À l'origine, le terme famille vient de « famulus », qui signifie serviteur. C'était donc l'ensemble des serviteurs ou des esclaves vivant sous un toit. Par extension, la famille a englobé tous ceux qui vivaient sous un toit et qui étaient soumis au père de famille. Aussi, dès le début, la famille désigne donc cet ensemble de personnes unies par des liens de parenté. Souvent à l'écran, on retrouve ce sentiment gidien. Parfois sous forme de « je t'aime, moi non plus », d'amour-haine, mais par ailleurs d'une solidarité que toutes les querelles et les guerres intestines ne peuvent rompre et qu'on traduit communément par liens de sang. Tableaux (é)mouvants :
- Elle est gothique. Les parents sont flippants et les enfants cyniques. Il y a aussi dans ce grand manoir une grand-mère sorcière et un oncle savant fou, à la main baladeuse. Qui voudrait d'une famille pareille ? Et pourtant ils sont attachants les Addams (Barry Sonnenfeld, 1992) quand ils parlent d'amour, ont un bébé ou éduquent leurs enfants.

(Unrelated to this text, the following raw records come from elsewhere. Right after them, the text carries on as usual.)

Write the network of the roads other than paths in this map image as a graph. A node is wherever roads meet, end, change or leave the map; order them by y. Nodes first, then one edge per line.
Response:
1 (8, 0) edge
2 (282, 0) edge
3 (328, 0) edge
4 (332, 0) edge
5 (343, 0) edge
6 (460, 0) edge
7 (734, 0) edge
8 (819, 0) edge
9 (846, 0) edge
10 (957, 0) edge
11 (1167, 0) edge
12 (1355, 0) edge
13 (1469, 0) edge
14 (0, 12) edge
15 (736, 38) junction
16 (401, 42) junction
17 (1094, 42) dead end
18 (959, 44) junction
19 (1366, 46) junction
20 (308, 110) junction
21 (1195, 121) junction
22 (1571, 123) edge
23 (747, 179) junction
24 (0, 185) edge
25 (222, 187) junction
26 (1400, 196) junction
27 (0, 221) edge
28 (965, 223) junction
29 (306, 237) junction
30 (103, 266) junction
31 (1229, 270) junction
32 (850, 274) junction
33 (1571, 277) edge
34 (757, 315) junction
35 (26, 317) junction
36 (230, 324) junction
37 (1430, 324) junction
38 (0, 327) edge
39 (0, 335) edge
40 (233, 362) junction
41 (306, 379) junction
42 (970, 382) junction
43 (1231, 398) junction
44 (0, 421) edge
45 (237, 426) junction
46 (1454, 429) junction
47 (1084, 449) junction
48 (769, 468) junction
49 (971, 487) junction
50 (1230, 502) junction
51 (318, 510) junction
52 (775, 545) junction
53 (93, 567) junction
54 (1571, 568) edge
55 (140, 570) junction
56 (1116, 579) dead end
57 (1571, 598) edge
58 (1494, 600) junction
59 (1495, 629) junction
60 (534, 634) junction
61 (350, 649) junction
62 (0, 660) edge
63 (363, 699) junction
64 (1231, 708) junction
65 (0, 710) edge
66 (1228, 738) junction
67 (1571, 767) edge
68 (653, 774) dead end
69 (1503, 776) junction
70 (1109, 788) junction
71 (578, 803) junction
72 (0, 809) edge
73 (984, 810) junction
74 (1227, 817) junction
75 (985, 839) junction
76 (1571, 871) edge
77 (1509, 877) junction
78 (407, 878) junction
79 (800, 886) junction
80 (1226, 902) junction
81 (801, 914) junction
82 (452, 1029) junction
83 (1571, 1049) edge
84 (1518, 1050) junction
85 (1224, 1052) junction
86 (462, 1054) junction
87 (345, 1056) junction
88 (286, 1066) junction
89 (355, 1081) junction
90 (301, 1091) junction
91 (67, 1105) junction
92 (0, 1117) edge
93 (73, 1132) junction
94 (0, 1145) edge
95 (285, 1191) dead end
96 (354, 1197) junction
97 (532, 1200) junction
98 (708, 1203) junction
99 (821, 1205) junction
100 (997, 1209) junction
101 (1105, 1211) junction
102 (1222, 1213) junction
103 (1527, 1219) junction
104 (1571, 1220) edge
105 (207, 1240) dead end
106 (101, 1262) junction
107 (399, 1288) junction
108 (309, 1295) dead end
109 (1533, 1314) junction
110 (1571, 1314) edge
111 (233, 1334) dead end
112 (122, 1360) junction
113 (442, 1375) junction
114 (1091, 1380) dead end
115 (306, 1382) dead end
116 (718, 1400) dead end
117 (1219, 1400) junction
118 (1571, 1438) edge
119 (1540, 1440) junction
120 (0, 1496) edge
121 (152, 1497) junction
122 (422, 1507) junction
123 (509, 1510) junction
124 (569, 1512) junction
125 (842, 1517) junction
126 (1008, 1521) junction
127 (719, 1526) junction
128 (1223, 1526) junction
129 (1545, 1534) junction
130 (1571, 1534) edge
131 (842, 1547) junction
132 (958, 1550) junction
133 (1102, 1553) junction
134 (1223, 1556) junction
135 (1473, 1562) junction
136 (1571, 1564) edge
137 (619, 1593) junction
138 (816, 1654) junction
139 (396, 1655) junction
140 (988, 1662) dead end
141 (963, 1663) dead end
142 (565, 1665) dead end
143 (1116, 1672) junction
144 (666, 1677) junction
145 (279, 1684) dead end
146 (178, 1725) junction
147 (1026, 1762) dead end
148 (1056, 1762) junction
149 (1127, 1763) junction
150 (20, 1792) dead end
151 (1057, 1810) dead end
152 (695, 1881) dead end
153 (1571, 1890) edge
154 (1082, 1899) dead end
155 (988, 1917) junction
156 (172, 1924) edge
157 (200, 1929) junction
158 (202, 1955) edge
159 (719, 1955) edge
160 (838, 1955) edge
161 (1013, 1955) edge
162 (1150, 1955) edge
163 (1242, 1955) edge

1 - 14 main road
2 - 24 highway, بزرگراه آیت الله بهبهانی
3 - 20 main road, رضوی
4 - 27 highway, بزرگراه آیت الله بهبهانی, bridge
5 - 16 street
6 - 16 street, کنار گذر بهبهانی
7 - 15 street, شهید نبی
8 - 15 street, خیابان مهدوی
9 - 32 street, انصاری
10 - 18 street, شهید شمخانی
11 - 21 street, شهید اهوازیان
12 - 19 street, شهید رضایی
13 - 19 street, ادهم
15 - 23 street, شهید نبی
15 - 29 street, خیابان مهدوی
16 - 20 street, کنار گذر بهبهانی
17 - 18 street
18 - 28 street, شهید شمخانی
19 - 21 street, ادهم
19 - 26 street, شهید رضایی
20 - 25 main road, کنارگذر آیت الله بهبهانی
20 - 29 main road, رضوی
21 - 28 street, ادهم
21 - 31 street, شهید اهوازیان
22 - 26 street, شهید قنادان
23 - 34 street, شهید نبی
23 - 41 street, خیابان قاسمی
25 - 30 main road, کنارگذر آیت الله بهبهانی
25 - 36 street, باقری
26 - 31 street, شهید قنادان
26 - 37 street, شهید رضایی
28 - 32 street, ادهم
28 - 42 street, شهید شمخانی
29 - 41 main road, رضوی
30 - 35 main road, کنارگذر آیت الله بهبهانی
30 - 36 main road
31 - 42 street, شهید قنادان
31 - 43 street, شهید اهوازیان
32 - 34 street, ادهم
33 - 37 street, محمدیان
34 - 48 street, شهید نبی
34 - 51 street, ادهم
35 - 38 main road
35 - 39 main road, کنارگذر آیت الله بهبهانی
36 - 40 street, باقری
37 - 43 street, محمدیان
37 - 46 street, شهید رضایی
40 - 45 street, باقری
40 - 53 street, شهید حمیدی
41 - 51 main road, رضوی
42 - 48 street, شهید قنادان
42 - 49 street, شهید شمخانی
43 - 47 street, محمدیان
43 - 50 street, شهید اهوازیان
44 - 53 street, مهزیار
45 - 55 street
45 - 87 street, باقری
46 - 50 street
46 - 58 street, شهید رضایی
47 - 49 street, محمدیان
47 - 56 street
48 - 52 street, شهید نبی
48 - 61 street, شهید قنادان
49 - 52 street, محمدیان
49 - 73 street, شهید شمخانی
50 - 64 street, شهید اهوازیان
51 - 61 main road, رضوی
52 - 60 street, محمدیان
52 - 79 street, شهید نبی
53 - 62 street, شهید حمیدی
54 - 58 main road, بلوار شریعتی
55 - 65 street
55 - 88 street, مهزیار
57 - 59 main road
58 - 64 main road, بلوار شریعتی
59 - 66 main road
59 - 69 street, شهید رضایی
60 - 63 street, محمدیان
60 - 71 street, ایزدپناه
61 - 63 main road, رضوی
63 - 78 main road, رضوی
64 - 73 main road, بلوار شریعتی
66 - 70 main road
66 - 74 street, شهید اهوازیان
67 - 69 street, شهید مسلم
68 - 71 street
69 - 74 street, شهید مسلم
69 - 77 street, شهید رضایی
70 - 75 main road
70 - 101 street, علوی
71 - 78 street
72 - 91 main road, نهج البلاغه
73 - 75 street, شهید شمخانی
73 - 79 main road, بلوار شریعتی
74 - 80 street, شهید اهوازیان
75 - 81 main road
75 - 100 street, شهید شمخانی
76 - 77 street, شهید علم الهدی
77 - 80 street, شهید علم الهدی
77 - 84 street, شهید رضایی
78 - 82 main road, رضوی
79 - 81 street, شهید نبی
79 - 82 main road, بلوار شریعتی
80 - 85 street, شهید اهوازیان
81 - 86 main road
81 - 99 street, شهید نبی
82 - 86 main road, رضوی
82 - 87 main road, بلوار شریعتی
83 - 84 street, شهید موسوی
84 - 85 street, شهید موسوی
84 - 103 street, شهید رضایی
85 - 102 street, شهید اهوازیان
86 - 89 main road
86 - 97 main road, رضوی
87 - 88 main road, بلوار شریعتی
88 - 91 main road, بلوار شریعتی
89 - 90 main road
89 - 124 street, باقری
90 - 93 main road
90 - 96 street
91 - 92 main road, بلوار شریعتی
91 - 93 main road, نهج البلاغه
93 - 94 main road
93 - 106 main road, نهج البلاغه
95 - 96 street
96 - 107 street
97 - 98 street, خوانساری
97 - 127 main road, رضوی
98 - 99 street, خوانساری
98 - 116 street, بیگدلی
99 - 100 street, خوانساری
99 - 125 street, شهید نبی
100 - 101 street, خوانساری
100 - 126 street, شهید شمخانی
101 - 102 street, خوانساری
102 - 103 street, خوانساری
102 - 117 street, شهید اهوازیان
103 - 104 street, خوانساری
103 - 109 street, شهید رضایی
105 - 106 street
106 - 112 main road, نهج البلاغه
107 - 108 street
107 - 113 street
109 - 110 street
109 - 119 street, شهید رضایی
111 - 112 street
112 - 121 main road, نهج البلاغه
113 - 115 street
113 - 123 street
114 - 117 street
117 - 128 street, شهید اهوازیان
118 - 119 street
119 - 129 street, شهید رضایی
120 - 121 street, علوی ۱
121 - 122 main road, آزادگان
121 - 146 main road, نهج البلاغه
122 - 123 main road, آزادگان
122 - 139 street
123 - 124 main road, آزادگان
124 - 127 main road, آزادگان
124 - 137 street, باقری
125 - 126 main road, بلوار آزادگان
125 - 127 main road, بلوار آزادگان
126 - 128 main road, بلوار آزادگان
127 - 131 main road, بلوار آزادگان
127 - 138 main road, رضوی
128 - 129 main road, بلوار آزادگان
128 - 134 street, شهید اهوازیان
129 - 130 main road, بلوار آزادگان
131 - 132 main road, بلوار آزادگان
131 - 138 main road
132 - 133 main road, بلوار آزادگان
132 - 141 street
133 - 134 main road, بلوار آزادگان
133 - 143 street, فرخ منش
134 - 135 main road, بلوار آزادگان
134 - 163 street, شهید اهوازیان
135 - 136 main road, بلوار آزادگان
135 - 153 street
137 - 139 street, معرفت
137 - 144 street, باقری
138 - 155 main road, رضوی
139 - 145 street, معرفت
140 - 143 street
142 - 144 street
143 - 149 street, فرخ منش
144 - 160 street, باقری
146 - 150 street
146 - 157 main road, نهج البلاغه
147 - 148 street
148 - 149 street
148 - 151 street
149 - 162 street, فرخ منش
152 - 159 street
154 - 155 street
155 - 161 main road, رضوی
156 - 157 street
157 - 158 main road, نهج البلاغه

- Elle est fantasque et bohème. La Family Stone de Thomas Bezucha 2006, qui se réunit chaque année à Noël. Une tribu formée de deux sœurs et trois frères dont l'un est homosexuel et qui, à cause d'une intruse, la fiancée, vont devoir faire front. Un moment inoubliable où tous les coups sont permis.

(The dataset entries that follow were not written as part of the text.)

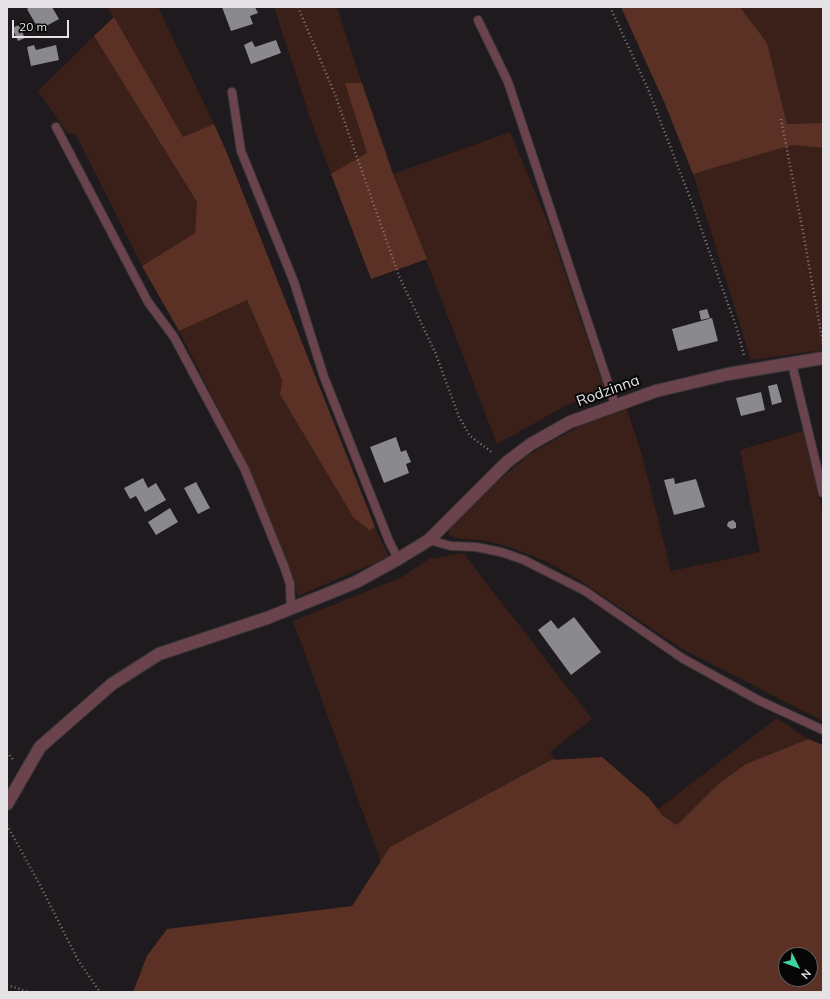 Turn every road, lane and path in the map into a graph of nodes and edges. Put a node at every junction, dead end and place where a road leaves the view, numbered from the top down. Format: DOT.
graph roads {
  1 [pos="298,7"];
  2 [pos="610,7"];
  3 [pos="478,20"];
  4 [pos="232,92"];
  5 [pos="781,119"];
  6 [pos="56,127"];
  7 [pos="823,344"];
  8 [pos="823,358"];
  9 [pos="792,364"];
  10 [pos="746,371"];
  11 [pos="615,404"];
  12 [pos="507,462"];
  13 [pos="823,493"];
  14 [pos="429,540"];
  15 [pos="398,559"];
  16 [pos="291,608"];
  17 [pos="823,730"];
  18 [pos="7,804"];
  19 [pos="7,826"];
  20 [pos="7,985"];
  21 [pos="29,992"];
  22 [pos="100,992"];
  1 -- 12 [label="path"];
  2 -- 10 [label="path"];
  3 -- 11 [label="lane"];
  4 -- 15 [label="lane"];
  5 -- 7 [label="path"];
  6 -- 16 [label="lane"];
  8 -- 9 [label="street, Rodzinna"];
  9 -- 10 [label="street, Rodzinna"];
  9 -- 13 [label="lane"];
  10 -- 11 [label="street, Rodzinna"];
  11 -- 12 [label="street, Rodzinna"];
  12 -- 14 [label="street, Rodzinna"];
  14 -- 15 [label="street, Rodzinna"];
  14 -- 17 [label="lane"];
  15 -- 16 [label="street, Rodzinna"];
  16 -- 18 [label="street, Rodzinna"];
  19 -- 22 [label="path"];
  20 -- 21 [label="path"];
}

- Elle peut être coincée, comme dans Un air de famille de Cédric Klapisch 2001, où la famille Ménard lave son linge sale et lève le voile sur les secrets de chacun, et où un simple dîner tourne au déballage... Ou libertine comme dans La bûche 1999, de Danièle Thompson, où trois sœurs aux caractères et parcours opposés et leurs divorcés de parents vont tenter de régler leurs vieux comptes en découvrant aussi un secret. Mais elle est toujours un puits d'amour et une manière de se ressourcer comme le fait Claudia (Holly Hunter) dans Home for the Holiday de Jodie Foster en 1995. Là, baignée dans le psychodrame familial ambiant, elle redécouvre enfin le goût de vivre et d'aimer.
Autant de comédies qui sentent bon le sapin, la dinde au four et les châtaignes chaudes... tout comme les étreintes familiales. Dans ces films baptisés « feel-good-movie » où, lorsqu'on en sort, on se sent bien, il y a un propos, pas forcément subtil, mais clairement ciblé. C'est un portrait de familles qui ne sont pas nécessairement gentilles, gentilles mais pas forcément méchantes-méchantes, non plus. Ce n'est pas la famille Corleone où l'on danse beaucoup, mange et boit beaucoup, mais où l'on s'aime jusqu'à s'entre-tuer. Ni celle décrite par Festen (Thomas Vinterberg, 1998) où la haine fait tellement de ravages qu'on atteint le point de non retour.
Ces noyaux familiaux brossés par tant d'œuvres cinématographiques sont finalement le miroir qui réfléchit, de près ou de loin, l'image de nos familles.